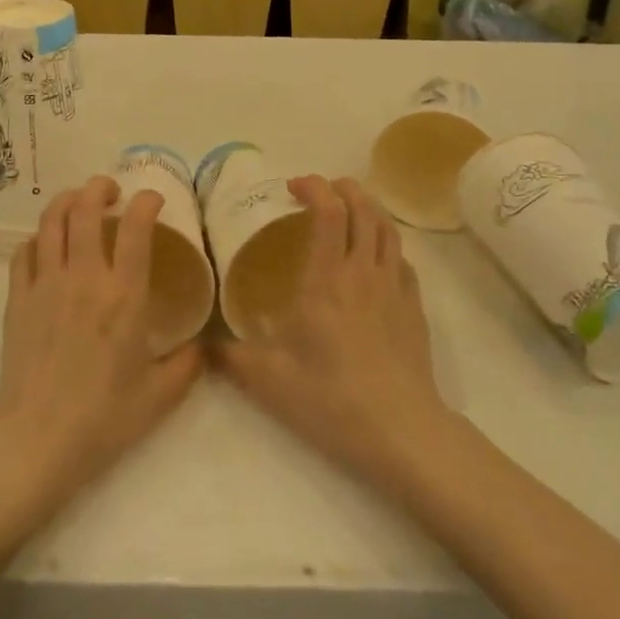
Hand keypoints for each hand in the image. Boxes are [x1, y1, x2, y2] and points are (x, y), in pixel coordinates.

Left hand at [0, 178, 202, 503]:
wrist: (36, 439)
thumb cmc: (102, 418)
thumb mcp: (159, 396)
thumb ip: (188, 365)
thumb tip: (205, 345)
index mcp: (124, 295)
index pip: (136, 227)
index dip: (146, 202)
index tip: (153, 199)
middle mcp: (84, 277)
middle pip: (84, 208)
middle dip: (99, 187)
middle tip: (111, 191)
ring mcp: (45, 284)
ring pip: (50, 221)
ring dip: (66, 201)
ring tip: (78, 203)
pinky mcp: (17, 299)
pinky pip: (24, 252)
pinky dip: (38, 238)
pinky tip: (47, 245)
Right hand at [218, 177, 453, 492]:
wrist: (401, 431)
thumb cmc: (331, 399)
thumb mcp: (269, 381)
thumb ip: (232, 356)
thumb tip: (204, 343)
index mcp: (326, 280)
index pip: (329, 212)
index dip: (314, 187)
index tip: (293, 187)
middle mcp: (363, 272)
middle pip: (364, 207)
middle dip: (343, 187)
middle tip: (321, 190)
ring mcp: (394, 287)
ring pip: (387, 228)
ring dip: (368, 207)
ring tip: (349, 209)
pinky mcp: (414, 306)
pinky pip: (403, 258)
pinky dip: (386, 243)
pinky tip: (375, 257)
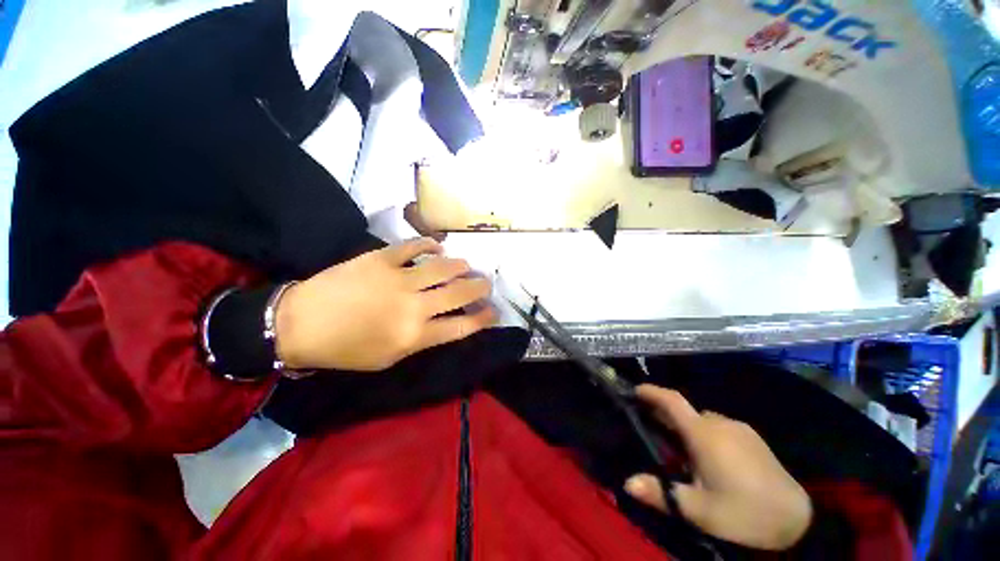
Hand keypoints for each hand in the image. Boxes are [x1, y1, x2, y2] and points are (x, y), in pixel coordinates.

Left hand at [274, 238, 496, 370]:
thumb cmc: (345, 349)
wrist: (300, 324)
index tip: (495, 312)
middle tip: (486, 283)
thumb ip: (422, 340)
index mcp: (415, 336)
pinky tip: (438, 246)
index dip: (484, 318)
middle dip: (480, 288)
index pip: (463, 326)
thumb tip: (446, 322)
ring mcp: (399, 279)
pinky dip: (430, 244)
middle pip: (460, 293)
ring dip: (461, 266)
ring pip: (444, 267)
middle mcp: (414, 307)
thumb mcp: (388, 358)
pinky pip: (414, 246)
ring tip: (466, 265)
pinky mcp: (381, 258)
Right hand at [624, 385, 811, 550]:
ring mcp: (740, 429)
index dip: (652, 392)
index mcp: (704, 435)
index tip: (636, 390)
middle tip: (657, 435)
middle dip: (668, 418)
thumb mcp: (699, 510)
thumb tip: (627, 483)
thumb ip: (662, 494)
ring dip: (689, 429)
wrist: (798, 521)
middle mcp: (720, 423)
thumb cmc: (743, 513)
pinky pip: (721, 427)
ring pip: (704, 420)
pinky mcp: (754, 438)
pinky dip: (708, 434)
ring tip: (686, 454)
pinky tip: (714, 459)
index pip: (672, 401)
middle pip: (686, 412)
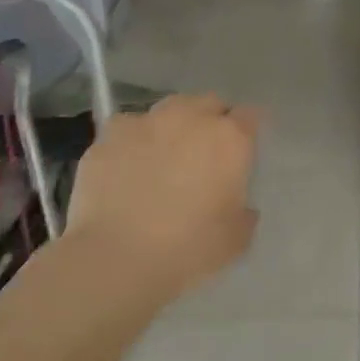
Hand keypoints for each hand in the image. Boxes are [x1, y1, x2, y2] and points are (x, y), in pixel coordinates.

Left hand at [65, 94, 260, 297]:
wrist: (117, 258)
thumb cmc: (189, 248)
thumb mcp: (236, 239)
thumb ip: (244, 212)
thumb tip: (240, 207)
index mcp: (230, 139)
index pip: (250, 116)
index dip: (247, 130)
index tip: (243, 150)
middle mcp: (191, 118)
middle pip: (209, 102)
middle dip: (211, 120)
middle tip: (205, 153)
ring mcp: (147, 122)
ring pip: (169, 109)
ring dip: (173, 125)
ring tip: (164, 155)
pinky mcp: (110, 135)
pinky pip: (128, 128)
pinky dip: (133, 141)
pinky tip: (127, 166)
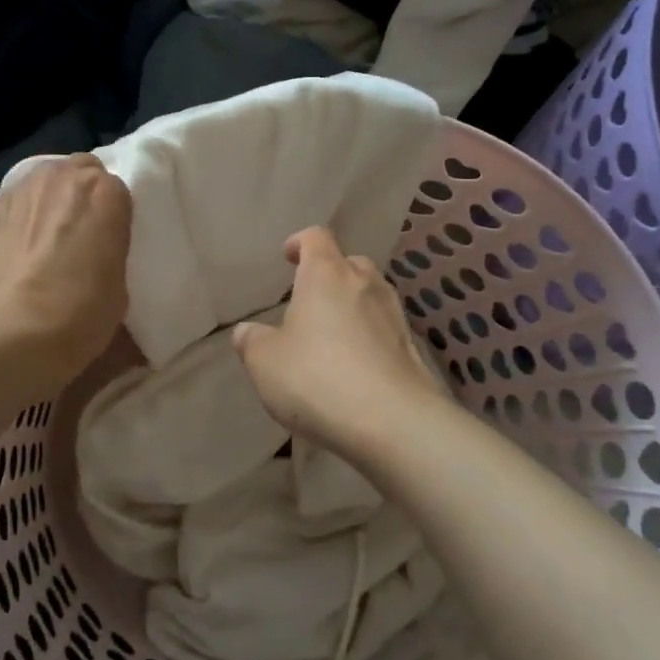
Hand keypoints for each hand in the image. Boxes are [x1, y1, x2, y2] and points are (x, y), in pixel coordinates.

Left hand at [0, 154, 131, 381]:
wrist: (16, 331)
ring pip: (40, 185)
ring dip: (47, 204)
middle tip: (81, 234)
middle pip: (76, 172)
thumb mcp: (120, 282)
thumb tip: (95, 256)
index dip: (113, 215)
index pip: (117, 189)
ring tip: (46, 241)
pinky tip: (17, 256)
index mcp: (104, 190)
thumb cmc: (83, 310)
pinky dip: (17, 224)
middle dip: (80, 196)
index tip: (111, 241)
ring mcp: (17, 193)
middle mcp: (59, 177)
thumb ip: (110, 249)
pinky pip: (12, 210)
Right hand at [232, 226, 448, 459]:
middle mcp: (365, 284)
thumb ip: (252, 341)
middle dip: (329, 274)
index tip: (287, 256)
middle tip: (309, 299)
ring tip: (332, 334)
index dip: (299, 242)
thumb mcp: (265, 362)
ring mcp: (394, 315)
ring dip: (352, 306)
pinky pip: (385, 330)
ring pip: (371, 295)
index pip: (316, 237)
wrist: (392, 422)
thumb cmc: (317, 379)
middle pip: (349, 263)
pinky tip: (356, 365)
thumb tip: (247, 331)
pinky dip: (370, 337)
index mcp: (326, 274)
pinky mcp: (412, 348)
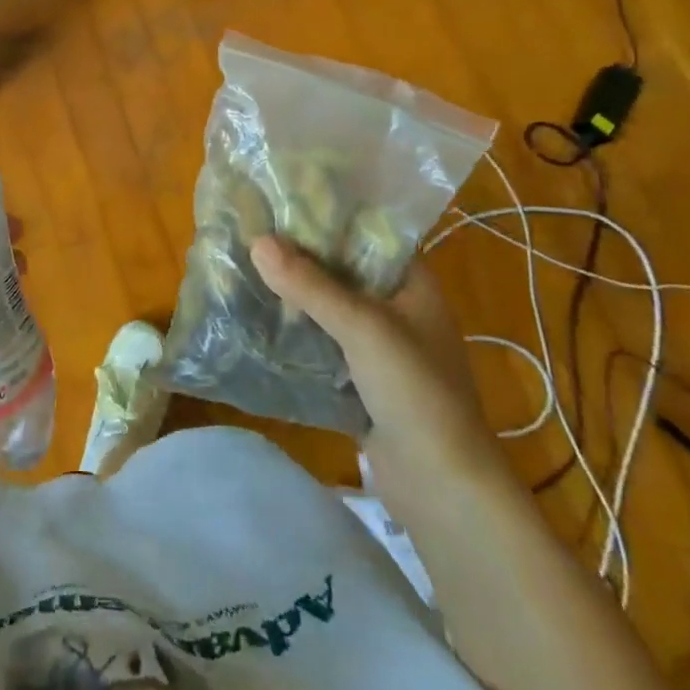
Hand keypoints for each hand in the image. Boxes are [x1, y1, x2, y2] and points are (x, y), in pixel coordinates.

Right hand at [250, 237, 500, 480]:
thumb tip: (256, 241)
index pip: (369, 235)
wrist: (442, 486)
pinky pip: (323, 346)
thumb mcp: (362, 326)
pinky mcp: (362, 382)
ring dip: (296, 297)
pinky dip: (297, 335)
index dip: (329, 218)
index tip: (282, 202)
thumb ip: (310, 284)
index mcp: (414, 286)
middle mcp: (399, 311)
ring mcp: (381, 349)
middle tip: (252, 235)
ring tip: (247, 271)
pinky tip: (259, 321)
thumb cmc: (415, 391)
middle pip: (344, 272)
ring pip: (330, 310)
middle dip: (302, 259)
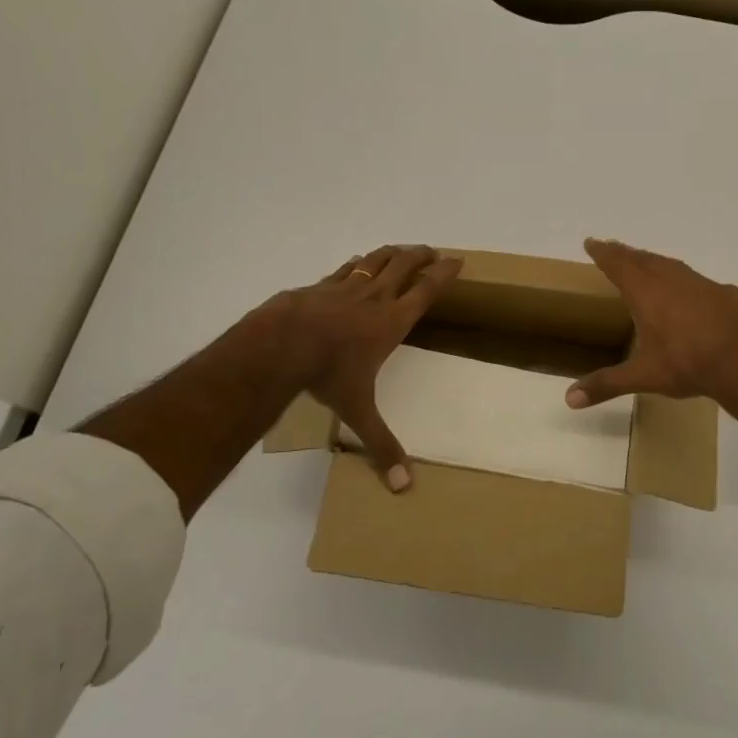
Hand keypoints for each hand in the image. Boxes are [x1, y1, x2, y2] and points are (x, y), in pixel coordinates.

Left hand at [258, 244, 460, 489]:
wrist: (281, 344)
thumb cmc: (328, 374)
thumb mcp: (358, 411)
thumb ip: (382, 445)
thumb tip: (405, 487)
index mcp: (392, 321)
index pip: (426, 290)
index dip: (443, 273)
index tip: (457, 259)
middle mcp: (374, 298)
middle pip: (404, 266)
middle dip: (420, 255)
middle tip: (432, 250)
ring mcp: (346, 288)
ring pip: (376, 260)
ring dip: (393, 252)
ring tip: (402, 249)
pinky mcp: (321, 286)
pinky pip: (346, 268)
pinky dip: (359, 262)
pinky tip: (358, 262)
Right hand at [566, 238, 737, 414]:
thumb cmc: (688, 366)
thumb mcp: (643, 376)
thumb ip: (606, 384)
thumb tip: (569, 399)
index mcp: (646, 294)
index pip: (618, 265)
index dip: (603, 253)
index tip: (592, 242)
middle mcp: (672, 280)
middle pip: (643, 259)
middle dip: (625, 253)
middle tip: (613, 248)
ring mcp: (702, 284)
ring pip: (671, 265)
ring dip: (654, 261)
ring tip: (645, 263)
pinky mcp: (726, 294)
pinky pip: (698, 281)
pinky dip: (685, 280)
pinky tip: (689, 293)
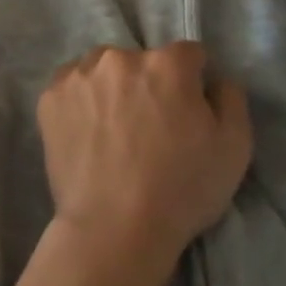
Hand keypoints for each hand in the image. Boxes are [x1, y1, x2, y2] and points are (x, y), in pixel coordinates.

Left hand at [35, 43, 251, 285]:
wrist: (114, 229)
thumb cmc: (181, 191)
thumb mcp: (235, 148)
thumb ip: (230, 98)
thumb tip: (214, 80)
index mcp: (168, 63)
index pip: (188, 56)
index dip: (192, 84)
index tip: (187, 113)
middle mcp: (121, 57)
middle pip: (143, 60)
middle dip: (150, 84)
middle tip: (149, 127)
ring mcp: (80, 75)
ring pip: (104, 69)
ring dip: (112, 87)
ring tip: (114, 131)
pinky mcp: (50, 97)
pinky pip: (72, 86)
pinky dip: (81, 101)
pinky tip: (87, 133)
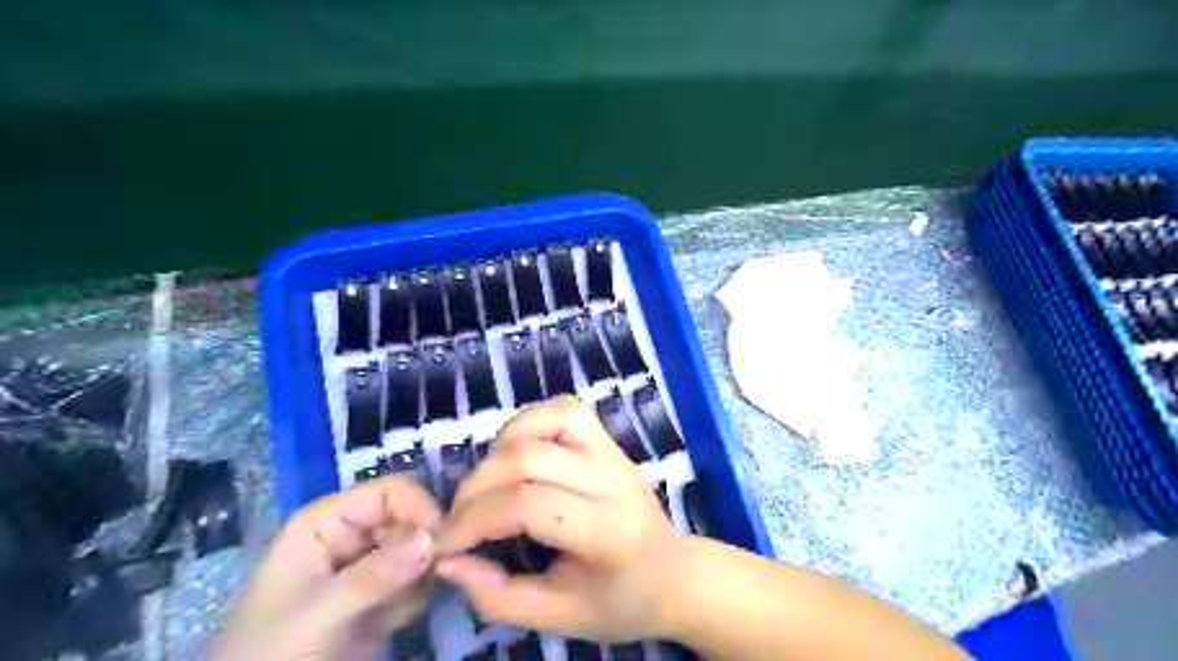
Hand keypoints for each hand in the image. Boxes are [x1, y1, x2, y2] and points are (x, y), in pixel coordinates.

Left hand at [201, 474, 440, 660]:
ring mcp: (366, 566)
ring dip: (423, 574)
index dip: (420, 509)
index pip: (390, 492)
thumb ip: (377, 575)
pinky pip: (415, 581)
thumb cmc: (270, 652)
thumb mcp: (320, 613)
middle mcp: (351, 535)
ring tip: (401, 608)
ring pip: (418, 549)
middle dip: (428, 544)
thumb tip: (434, 538)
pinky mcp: (378, 596)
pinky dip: (417, 597)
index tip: (444, 543)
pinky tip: (394, 621)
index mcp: (329, 521)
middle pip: (409, 518)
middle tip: (438, 576)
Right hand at [435, 395, 691, 642]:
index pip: (530, 506)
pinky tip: (514, 452)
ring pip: (553, 418)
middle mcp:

══════════

- Work to be completed
Looking back over the data above, restate word for word the lines that begin at the line with "index pip: (369, 235)" and end at the line with "middle dip: (302, 259)", inclusive.

- Written response
index pip: (369, 235)
wrist: (442, 486)
pinky pip: (323, 346)
thumb mcp: (362, 326)
pinky mcp: (362, 382)
ring dip: (296, 297)
pinky dip: (297, 335)
index dip: (329, 218)
index tip: (282, 202)
thumb ip: (310, 284)
index mcp: (414, 286)
middle mcp: (399, 311)
ring mcp: (381, 349)
middle tip: (252, 235)
ring tip: (247, 271)
pinky tip: (259, 321)
thumb cmc: (415, 391)
middle pip: (344, 272)
ring pip: (330, 310)
middle dip: (302, 259)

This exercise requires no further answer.